The story of these two athletes, along with other members of the British athletics team, was dramatised in the movie Chariots of Fire (an inspirational story worth watching) which took some licence with the facts to create a memorable film.
The 1924 Summer Olympics were hosted by the city of Paris. A devout Christian, Liddell refused to run in a heat held on Sunday (the Christian Sabbath) and was forced to withdraw from the 100-metre race, his best event. The schedule had been published several months earlier, and his decision was made well before the Games. Liddell spent the intervening months training for the 400-metre race, though his best pre-Olympics time of 49.6 seconds was modest by international standards.
On the morning of the Olympic 400-metre final, July 11, 1924, Liddell was handed a folded square of paper, a gift from one of the team masseurs. Reading it later he found the message: “In the old book it says: ‘He that honours me I will honour.’ Wishing you the best of success always.” Recognising the (slightly misquoted) reference to 1 Samuel 2:30, Liddell was profoundly moved that someone other than his coach believed in him and the stance he had taken.
The 400-metre had been considered a middle-distance event in which runners raced round the first bend and coasted through the back leg. Inspired by the Biblical message, and deprived of a view of the other runners because he drew the outside lane, Liddell raced the whole of the first 200 metres to be well clear of the favoured Americans. With little option but to then treat the race as a complete sprint, he continued to race around the final bend. He was challenged all the way down the home straight but held on to take the win. He broke the Olympic and world records with a time of 47.6 seconds.
A sprinter and long jumper since his youth, he continued to compete in running while at Cambridge. He earned a place in the 1920 Olympic team, but was eliminated in the quarter-finals of both the 100 m and 200 m, and finished 20th in the long jump. He was also part of the British relay team that took fourth place in the 4 × 100 m.
Although Abrahams dominated British long jump and sprint events, after graduating from Cambridge he employed Sam Mussabini, a professional coach, who improved his style and training techniques in preparation for the 1924 Olympics in Paris, France.
For six months, Mussabini at Abrahams’s direction emphasised the 100 m, with the 200 m as secondary. Through vigorous training, Abrahams perfected his start, stride and form. One month before the 1924 Games, he set the English record in the long jump 24 feet 2 1⁄2 inches (7.38 m), a record which stood for the next 32 years.

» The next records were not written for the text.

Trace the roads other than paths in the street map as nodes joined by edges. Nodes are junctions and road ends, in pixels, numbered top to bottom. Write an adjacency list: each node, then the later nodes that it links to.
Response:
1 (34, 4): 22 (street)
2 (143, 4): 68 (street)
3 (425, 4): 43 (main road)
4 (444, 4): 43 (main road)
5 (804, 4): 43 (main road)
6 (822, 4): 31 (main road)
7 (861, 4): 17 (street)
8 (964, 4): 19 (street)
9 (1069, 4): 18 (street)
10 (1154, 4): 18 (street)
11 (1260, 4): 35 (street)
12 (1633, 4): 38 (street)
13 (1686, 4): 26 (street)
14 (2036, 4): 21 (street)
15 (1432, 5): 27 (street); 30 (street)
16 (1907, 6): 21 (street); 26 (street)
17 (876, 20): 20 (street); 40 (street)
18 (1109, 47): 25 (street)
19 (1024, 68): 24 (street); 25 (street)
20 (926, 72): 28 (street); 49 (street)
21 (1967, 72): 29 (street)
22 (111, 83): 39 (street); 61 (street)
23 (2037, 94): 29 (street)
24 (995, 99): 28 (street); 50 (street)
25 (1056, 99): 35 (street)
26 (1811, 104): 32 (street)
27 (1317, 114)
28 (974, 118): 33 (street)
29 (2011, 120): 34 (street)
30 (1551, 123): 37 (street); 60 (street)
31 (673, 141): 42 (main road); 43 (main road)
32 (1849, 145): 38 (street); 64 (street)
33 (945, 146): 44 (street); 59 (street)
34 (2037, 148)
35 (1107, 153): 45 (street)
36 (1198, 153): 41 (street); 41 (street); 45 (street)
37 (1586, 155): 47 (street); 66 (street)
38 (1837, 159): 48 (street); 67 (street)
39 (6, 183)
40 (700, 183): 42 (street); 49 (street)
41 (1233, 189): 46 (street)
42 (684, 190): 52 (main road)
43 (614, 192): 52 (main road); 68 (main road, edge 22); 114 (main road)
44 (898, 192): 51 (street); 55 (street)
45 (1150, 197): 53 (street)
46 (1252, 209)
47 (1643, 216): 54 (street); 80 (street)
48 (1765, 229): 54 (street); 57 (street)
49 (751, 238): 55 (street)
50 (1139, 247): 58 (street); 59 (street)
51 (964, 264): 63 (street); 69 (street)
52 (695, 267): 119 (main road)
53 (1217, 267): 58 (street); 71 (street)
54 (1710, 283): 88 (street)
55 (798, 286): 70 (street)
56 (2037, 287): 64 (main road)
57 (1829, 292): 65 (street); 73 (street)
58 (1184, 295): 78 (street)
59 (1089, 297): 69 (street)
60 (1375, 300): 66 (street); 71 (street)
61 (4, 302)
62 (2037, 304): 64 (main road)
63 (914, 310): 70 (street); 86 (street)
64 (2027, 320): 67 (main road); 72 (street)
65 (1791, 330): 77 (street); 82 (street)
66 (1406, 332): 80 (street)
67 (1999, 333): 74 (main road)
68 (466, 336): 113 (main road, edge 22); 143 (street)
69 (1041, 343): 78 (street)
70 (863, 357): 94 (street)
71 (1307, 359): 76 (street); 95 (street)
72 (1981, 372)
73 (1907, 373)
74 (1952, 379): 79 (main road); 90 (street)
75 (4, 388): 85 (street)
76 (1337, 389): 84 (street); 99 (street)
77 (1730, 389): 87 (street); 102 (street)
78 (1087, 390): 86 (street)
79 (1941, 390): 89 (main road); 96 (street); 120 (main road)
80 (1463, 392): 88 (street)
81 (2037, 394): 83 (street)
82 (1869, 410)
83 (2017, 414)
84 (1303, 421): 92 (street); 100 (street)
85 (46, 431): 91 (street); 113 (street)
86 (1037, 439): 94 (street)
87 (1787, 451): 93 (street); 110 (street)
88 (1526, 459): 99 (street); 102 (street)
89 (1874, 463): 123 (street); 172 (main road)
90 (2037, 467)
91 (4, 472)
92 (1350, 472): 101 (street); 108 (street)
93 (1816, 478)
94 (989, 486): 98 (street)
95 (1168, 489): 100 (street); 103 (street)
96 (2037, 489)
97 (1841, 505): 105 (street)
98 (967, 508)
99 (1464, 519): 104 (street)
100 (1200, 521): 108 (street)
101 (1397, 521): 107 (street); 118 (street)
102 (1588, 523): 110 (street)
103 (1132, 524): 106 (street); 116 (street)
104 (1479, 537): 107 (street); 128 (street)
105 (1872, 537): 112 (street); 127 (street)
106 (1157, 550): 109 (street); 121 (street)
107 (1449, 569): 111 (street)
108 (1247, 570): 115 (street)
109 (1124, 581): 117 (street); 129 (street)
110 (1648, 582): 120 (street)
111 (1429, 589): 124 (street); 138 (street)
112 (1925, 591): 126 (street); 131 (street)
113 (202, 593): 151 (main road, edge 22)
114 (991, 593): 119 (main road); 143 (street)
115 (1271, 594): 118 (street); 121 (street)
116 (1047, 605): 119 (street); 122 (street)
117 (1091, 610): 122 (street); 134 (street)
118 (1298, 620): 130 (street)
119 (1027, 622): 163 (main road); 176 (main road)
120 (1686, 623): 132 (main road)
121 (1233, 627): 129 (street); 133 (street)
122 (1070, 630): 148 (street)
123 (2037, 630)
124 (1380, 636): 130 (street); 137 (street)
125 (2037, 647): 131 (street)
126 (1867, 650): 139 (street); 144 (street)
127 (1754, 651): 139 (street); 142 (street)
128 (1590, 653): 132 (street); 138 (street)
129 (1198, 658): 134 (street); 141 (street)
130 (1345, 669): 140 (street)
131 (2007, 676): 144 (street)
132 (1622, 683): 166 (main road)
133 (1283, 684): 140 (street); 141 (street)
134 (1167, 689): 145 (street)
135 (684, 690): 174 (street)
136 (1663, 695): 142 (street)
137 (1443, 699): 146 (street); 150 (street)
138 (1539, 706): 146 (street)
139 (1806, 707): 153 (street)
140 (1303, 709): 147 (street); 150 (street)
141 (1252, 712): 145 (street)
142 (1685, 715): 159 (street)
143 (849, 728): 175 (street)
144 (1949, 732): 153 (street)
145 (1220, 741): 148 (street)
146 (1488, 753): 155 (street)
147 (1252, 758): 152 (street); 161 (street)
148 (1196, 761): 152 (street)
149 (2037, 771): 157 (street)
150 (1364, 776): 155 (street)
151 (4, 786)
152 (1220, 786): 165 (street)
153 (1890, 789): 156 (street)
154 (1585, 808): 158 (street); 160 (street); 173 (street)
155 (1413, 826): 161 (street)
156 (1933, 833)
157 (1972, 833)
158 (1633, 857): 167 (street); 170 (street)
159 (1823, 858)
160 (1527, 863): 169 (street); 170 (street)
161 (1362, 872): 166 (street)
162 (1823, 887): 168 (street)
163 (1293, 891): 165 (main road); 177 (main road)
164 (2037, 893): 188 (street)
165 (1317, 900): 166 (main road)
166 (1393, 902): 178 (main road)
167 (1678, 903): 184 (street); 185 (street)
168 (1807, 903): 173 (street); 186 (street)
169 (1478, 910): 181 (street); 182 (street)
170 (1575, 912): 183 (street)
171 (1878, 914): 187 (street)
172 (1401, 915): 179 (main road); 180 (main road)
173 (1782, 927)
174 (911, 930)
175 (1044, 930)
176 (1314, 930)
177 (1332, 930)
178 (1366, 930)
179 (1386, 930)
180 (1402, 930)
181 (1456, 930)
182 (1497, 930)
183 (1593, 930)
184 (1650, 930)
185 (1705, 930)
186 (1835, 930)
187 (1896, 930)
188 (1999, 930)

The same day he ran the 100-yard dash in 9.6 seconds, but the time was not submitted as a record because the track was on a slight downhill.
At the 1924 Summer Games, Abrahams won the 100 metres in a time of 10.6 seconds, beating all the American favourites, including the 1920 gold-medal winner Charley Paddock. Both Liddell and Abrahams competed in the final of the 200 metre race, however, with Liddell finishing third and Abrahams sixth. Liddell went on to win the gold medal in the 400 metres. As an opening runner for the 4 × 100 m team, Abrahams won a second Olympic medal, a silver. He did not compete in the long jump.